As Goffman (1963) has pointed out, individuals with bodily characteristics different from the norms of the dominant social group are considered deviants, devalued and subjected to processes of exclusion. Notions of difference and deviance rely heavily on ideologies of the normate – what Garland Thomson (2002) defines as the corporeal incarnation of culture’s collective, unmarked, normative characteristics. These abilist ideologies create notions of a perfect or idealized body, functioning, behavior, comportment, and bearing. Bodies and minds that do not conform to these normalizing ideologies are hence preferred to be removed from social visibility, and tucked away into oblivion, as if acknowledging them harms the social conscience.
The word ‘disability’ signifies different meanings for different people – people divided by notions of difference, dependency, and discrimination. For years, disabled people have themselves been challenging such ideologies and indulging in such practices of the body and mind that enable them to overcome the aspersions of incompetence, deficiency, and helplessness. Despite such efforts, they are marked into either of these two categories – the Super Crip, who is able to overcome physical and mental inadequacies and emerge in a superhero role or the incapacitated, who is completely dependent and incapable of making choices or taking decisions, let alone assuming the role of a responsible adult.

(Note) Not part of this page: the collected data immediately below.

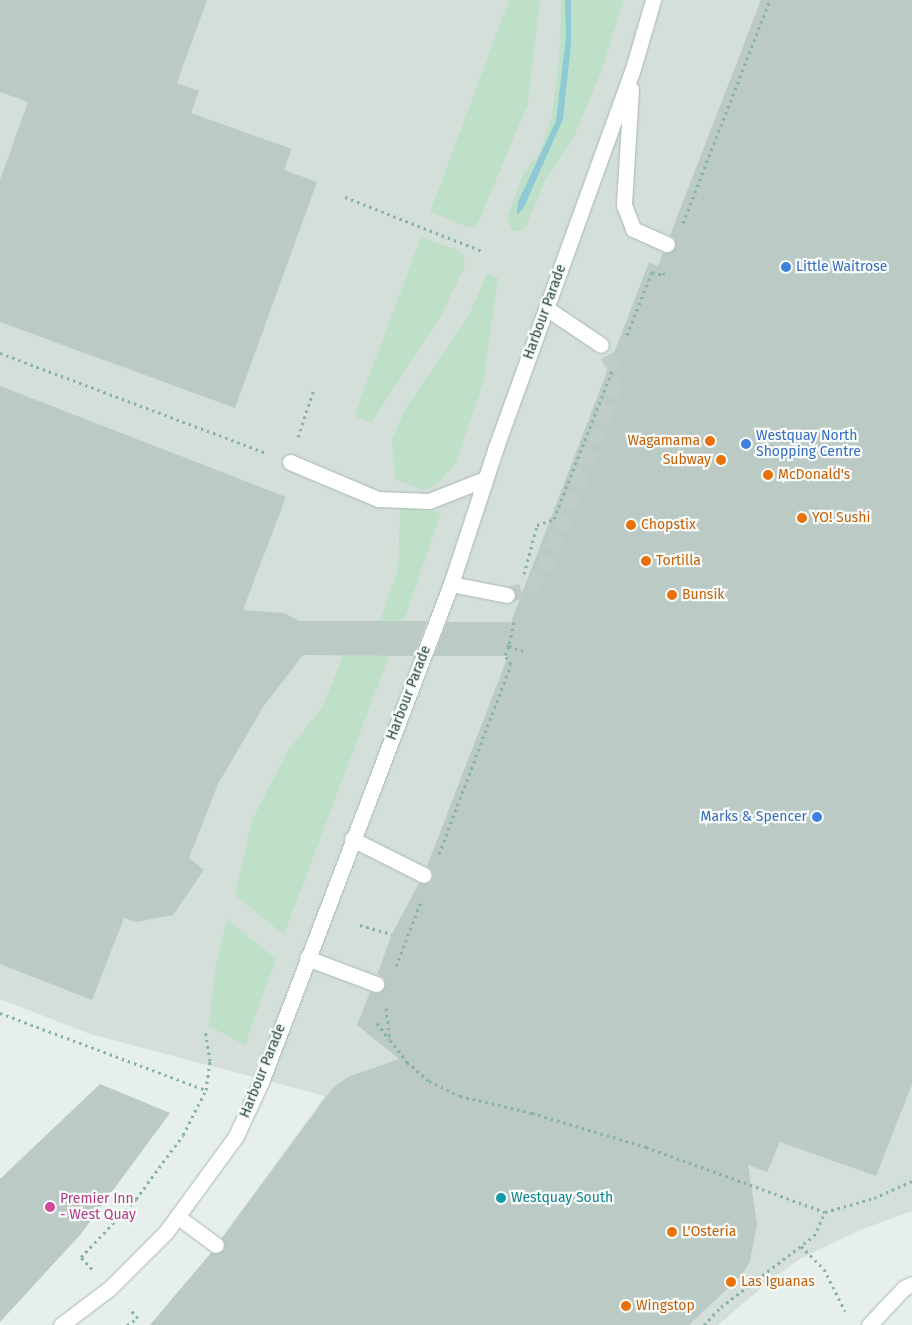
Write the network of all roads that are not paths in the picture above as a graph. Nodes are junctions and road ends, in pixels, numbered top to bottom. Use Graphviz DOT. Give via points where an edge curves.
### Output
graph roads {
  1 [pos="653,0"];
  2 [pos="632,72"];
  3 [pos="667,244"];
  4 [pos="546,308"];
  5 [pos="601,345"];
  6 [pos="290,462"];
  7 [pos="485,479"];
  8 [pos="451,584"];
  9 [pos="507,595"];
  10 [pos="352,839"];
  11 [pos="424,875"];
  12 [pos="307,958"];
  13 [pos="376,984"];
  14 [pos="178,1217"];
  15 [pos="216,1245"];
  16 [pos="912,1284"];
  17 [pos="61,1325"];
  18 [pos="869,1325"];
  1 -- 2 [label="street, Harbour Parade"];
  2 -- 3 [label="street" via="624,205 633,229"];
  2 -- 4 [label="street, Harbour Parade"];
  4 -- 5 [label="street"];
  4 -- 7 [label="street, Harbour Parade"];
  6 -- 7 [label="street" via="378,499 429,501"];
  7 -- 8 [label="street, Harbour Parade"];
  8 -- 9 [label="street"];
  8 -- 10 [label="street, Harbour Parade"];
  10 -- 11 [label="street"];
  10 -- 12 [label="street, Harbour Parade"];
  12 -- 13 [label="street"];
  12 -- 14 [label="street, Harbour Parade" via="261,1082 236,1136"];
  14 -- 15 [label="street"];
  14 -- 17 [label="street, Harbour Parade" via="110,1288"];
  16 -- 18 [label="street" via="904,1288"];
}
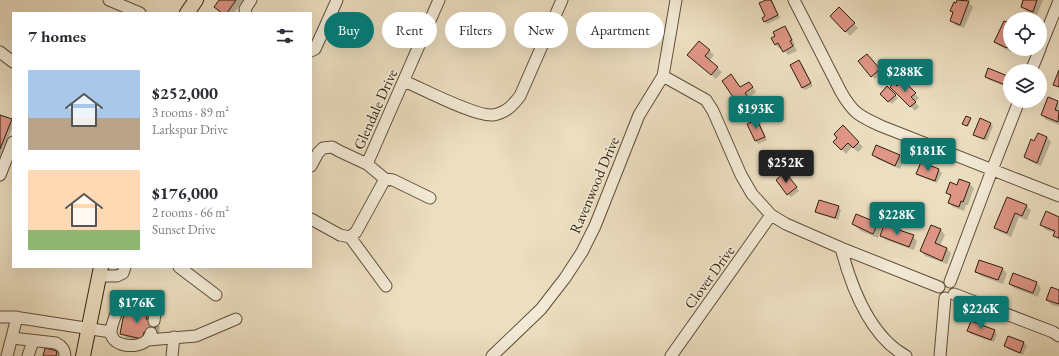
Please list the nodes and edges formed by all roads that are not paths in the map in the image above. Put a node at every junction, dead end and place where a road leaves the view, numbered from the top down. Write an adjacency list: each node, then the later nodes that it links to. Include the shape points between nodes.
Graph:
1 (109, 0): 10 (street)
2 (196, 0): 11 (main road)
3 (251, 0): 12 (street)
4 (338, 0): 14 (street)
5 (439, 0): 18 (street, Glendale Drive)
6 (562, 0): 18 (street, via 520,96 510,108 492,115 475,112)
7 (676, 0): 17 (street, Ravenwood Drive)
8 (794, 0): 23 (street, via 847,104 855,113 881,126)
9 (1059, 1): 13 (street)
10 (138, 12)
11 (188, 12)
12 (246, 12)
13 (1047, 31)
14 (312, 50)
15 (0, 52): 16 (street)
16 (12, 61)
17 (663, 76): 28 (street, via 706,100 745,182); 55 (street, Ravenwood Drive, via 639,115 582,252 541,310)
18 (404, 81): 22 (street, Glendale Drive)
19 (1016, 108): 23 (street)
20 (12, 145): 24 (street)
21 (312, 164): 22 (street, via 323,148 332,147)
22 (366, 164): 25 (street)
23 (992, 170): 26 (street); 35 (street)
24 (0, 175)
25 (385, 179): 27 (street, via 393,180); 30 (street, via 356,232)
26 (1059, 196)
27 (430, 198)
28 (771, 215): 31 (street); 56 (street, Clover Drive)
29 (312, 220): 30 (street, via 340,235)
30 (350, 236): 36 (street)
31 (840, 248): 37 (street); 57 (street, via 864,310 895,350)
32 (125, 268): 34 (street, via 123,273 117,276)
33 (180, 268): 38 (street)
34 (100, 272): 44 (main road)
35 (950, 282): 37 (street); 39 (street, via 955,288)
36 (386, 286)
37 (939, 287): 39 (street, via 939,292)
38 (216, 295)
39 (950, 296): 46 (street); 58 (street)
40 (0, 317): 41 (street)
41 (17, 317): 44 (street); 48 (street)
42 (236, 319): 47 (street, via 196,336)
43 (154, 321): 45 (street, via 155,313 151,309 120,304)
44 (89, 328): 45 (street); 53 (main road)
45 (111, 332): 47 (street, via 119,344 136,346 149,337)
46 (1059, 336)
47 (174, 337): 54 (street)
48 (12, 338): 49 (street); 50 (street)
49 (33, 340): 51 (street); 52 (street, via 61,345)
50 (7, 356)
51 (28, 356)
52 (65, 356)
53 (83, 356)
54 (172, 356)
55 (492, 356)
56 (671, 356)
57 (906, 356)
58 (940, 356)

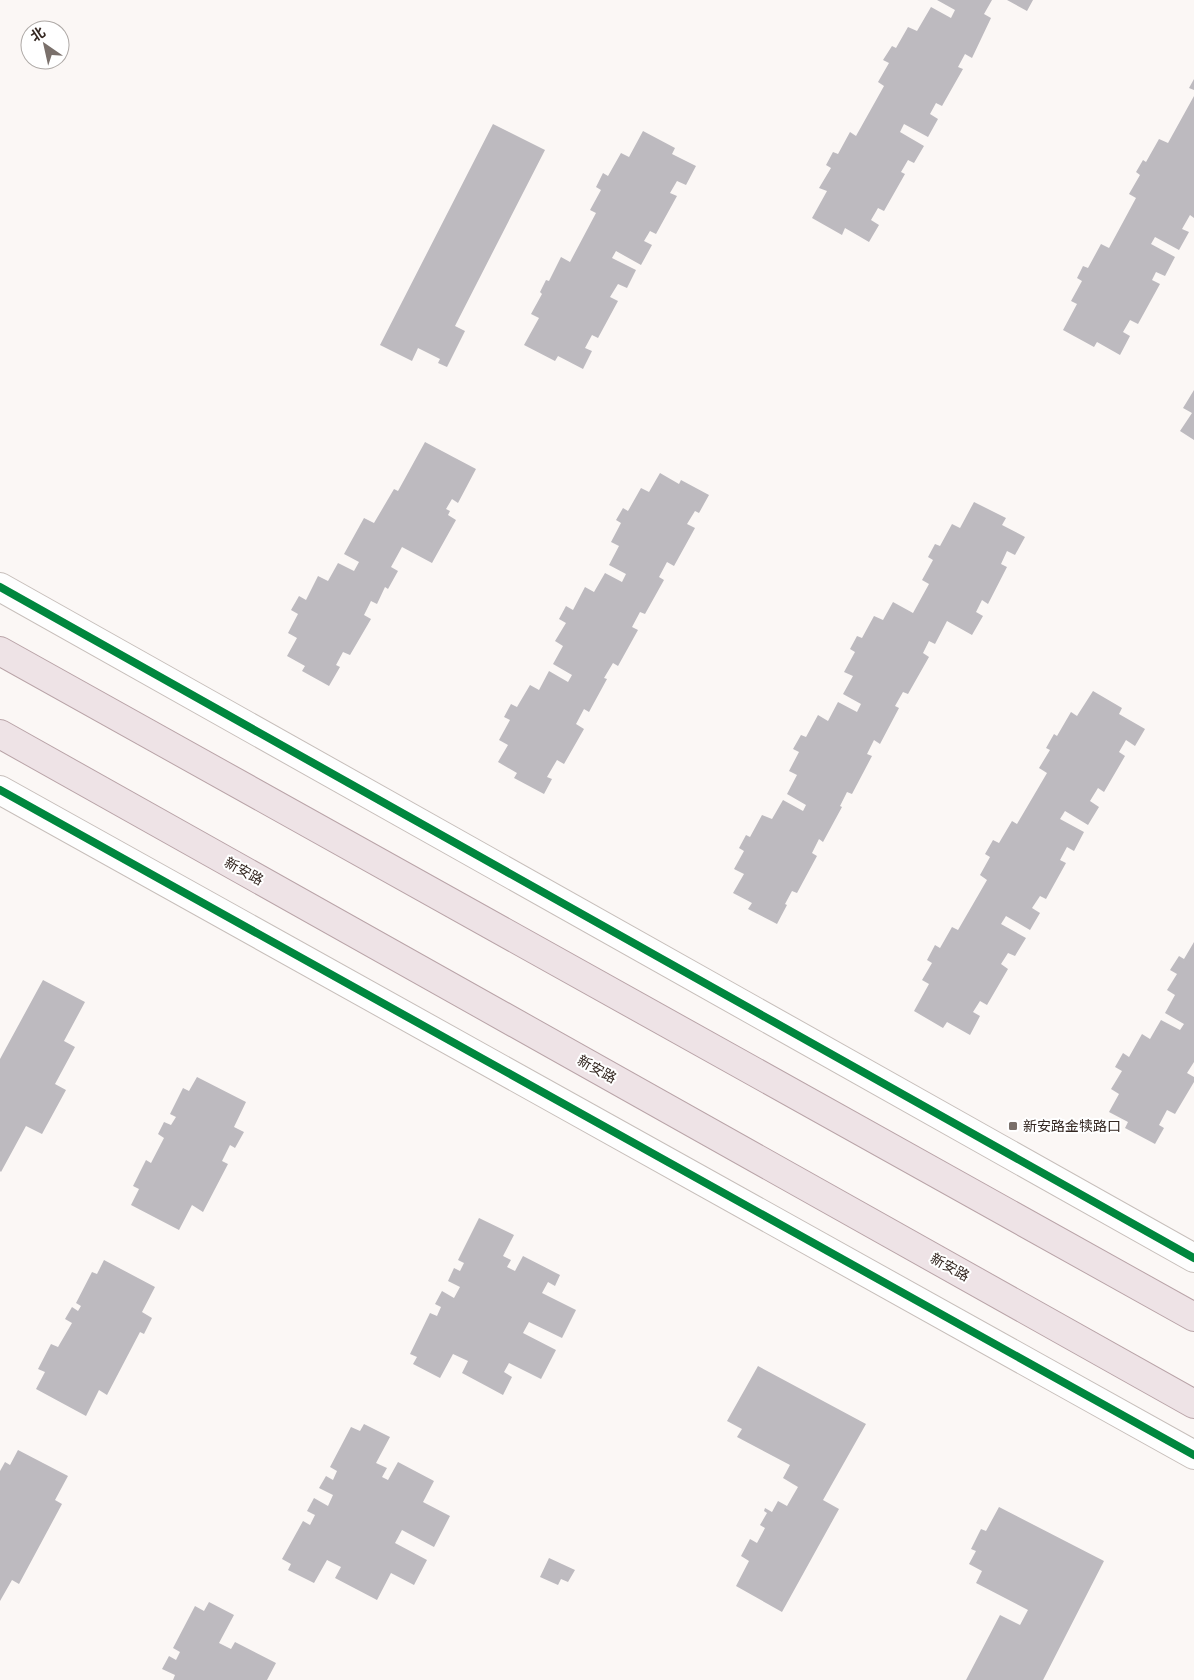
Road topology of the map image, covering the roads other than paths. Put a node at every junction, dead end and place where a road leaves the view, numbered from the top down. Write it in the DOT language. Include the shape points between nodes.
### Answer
graph roads {
  1 [pos="0,587"];
  2 [pos="0,651"];
  3 [pos="0,734"];
  4 [pos="0,790"];
  5 [pos="1194,1258"];
  6 [pos="1194,1317"];
  7 [pos="1194,1404"];
  8 [pos="1194,1455"];
  1 -- 5 [label="street"];
  2 -- 6 [label="main road"];
  3 -- 7 [label="main road, 新安路"];
  4 -- 8 [label="street"];
}
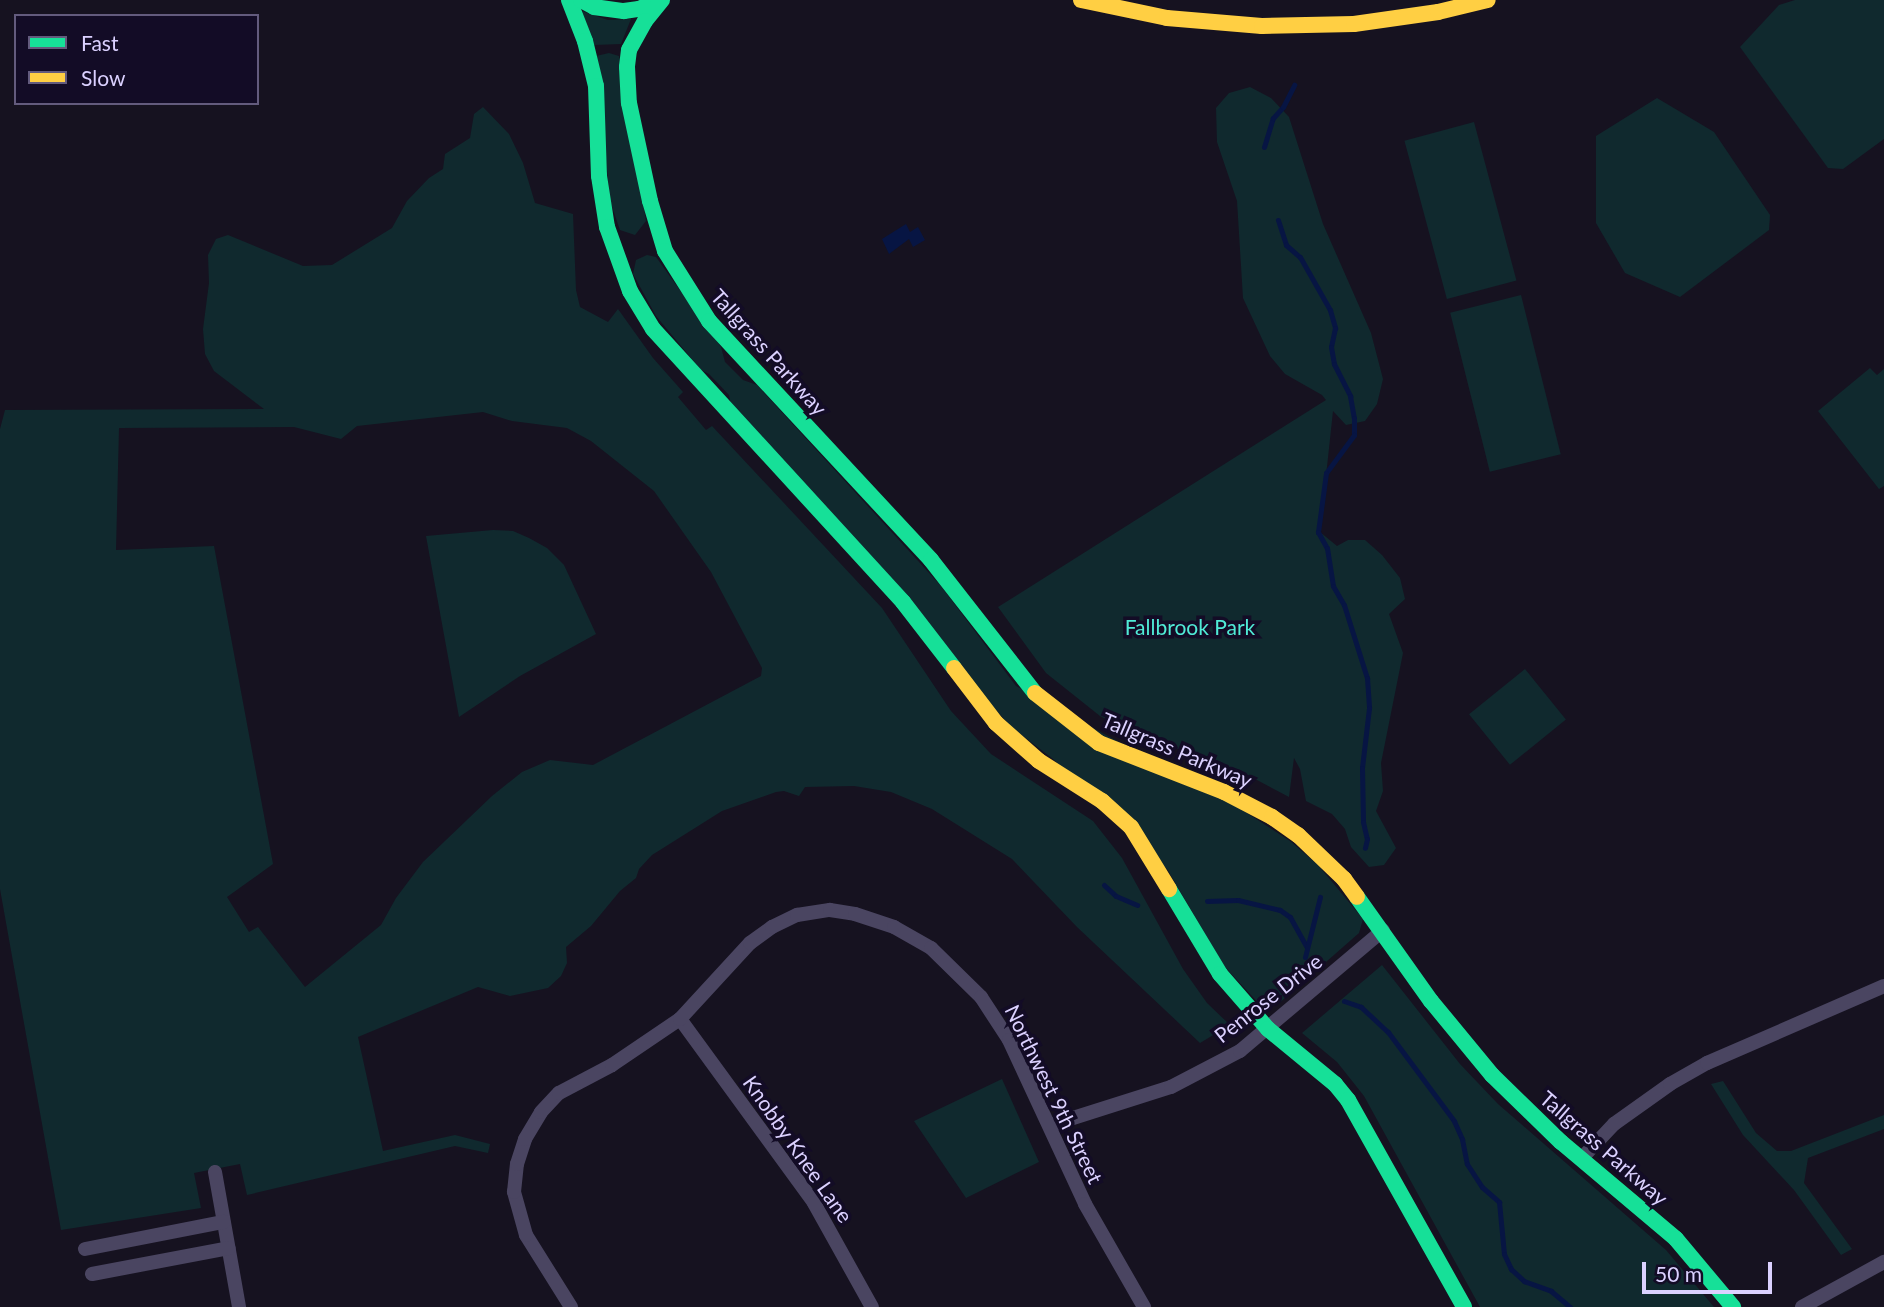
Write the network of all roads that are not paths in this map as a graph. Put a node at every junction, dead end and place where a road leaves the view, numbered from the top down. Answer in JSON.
{"nodes":[{"id":1,"x":569,"y":0,"type":"edge"},
{"id":2,"x":581,"y":0,"type":"edge"},
{"id":3,"x":661,"y":0,"type":"edge"},
{"id":4,"x":1081,"y":0,"type":"edge"},
{"id":5,"x":1489,"y":0,"type":"edge"},
{"id":6,"x":1383,"y":930,"type":"junction"},
{"id":7,"x":1884,"y":986,"type":"edge"},
{"id":8,"x":680,"y":1019,"type":"junction"},
{"id":9,"x":1268,"y":1029,"type":"junction"},
{"id":10,"x":1051,"y":1125,"type":"junction"},
{"id":11,"x":1582,"y":1158,"type":"junction"},
{"id":12,"x":215,"y":1172,"type":"dead end"},
{"id":13,"x":223,"y":1222,"type":"junction"},
{"id":14,"x":229,"y":1248,"type":"junction"},
{"id":15,"x":85,"y":1249,"type":"dead end"},
{"id":16,"x":1884,"y":1262,"type":"edge"},
{"id":17,"x":92,"y":1274,"type":"dead end"},
{"id":18,"x":240,"y":1307,"type":"edge"},
{"id":19,"x":572,"y":1307,"type":"edge"},
{"id":20,"x":872,"y":1307,"type":"edge"},
{"id":21,"x":1144,"y":1307,"type":"edge"},
{"id":22,"x":1464,"y":1307,"type":"edge"},
{"id":23,"x":1733,"y":1307,"type":"edge"},
{"id":24,"x":1802,"y":1307,"type":"edge"}],
"edges":[{"from":1,"to":9,"type":"street"},
{"from":2,"to":3,"type":"street"},
{"from":3,"to":6,"type":"street","name":"Tallgrass Parkway"},
{"from":4,"to":5,"type":"street"},
{"from":6,"to":9,"type":"street","name":"Penrose Drive"},
{"from":6,"to":11,"type":"street","name":"Tallgrass Parkway"},
{"from":7,"to":11,"type":"street"},
{"from":8,"to":10,"type":"street","name":"Northwest 9th Street"},
{"from":8,"to":19,"type":"street","name":"Northwest 9th Street"},
{"from":8,"to":20,"type":"street","name":"Knobby Knee Lane"},
{"from":9,"to":10,"type":"street","name":"Penrose Drive"},
{"from":9,"to":22,"type":"street"},
{"from":10,"to":21,"type":"street","name":"Northwest 9th Street"},
{"from":11,"to":23,"type":"street","name":"Tallgrass Parkway"},
{"from":12,"to":13,"type":"street"},
{"from":13,"to":14,"type":"street"},
{"from":13,"to":15,"type":"street"},
{"from":14,"to":17,"type":"street"},
{"from":14,"to":18,"type":"street"},
{"from":16,"to":24,"type":"street"}]}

Within such discourses remain hidden the personal – the personal everyday struggles, joys and sorrows, hopes and despair of disabled people on different fronts. Within the unfriendly physical environment, which is a reflection of the social structural barriers, disabled people build their lives and worlds much as their non-disabled counterparts do. Their lives, girded by families and the socio-cultural ideologies, acquire meaning through their personal interactions – with and through their bodies with the surrounding physical, social, and cultural milieu. Yet their daily struggles and strivings are invisibilised and rendered inconsequential. They are, in no uncertain terms, exempted from adult citizenship .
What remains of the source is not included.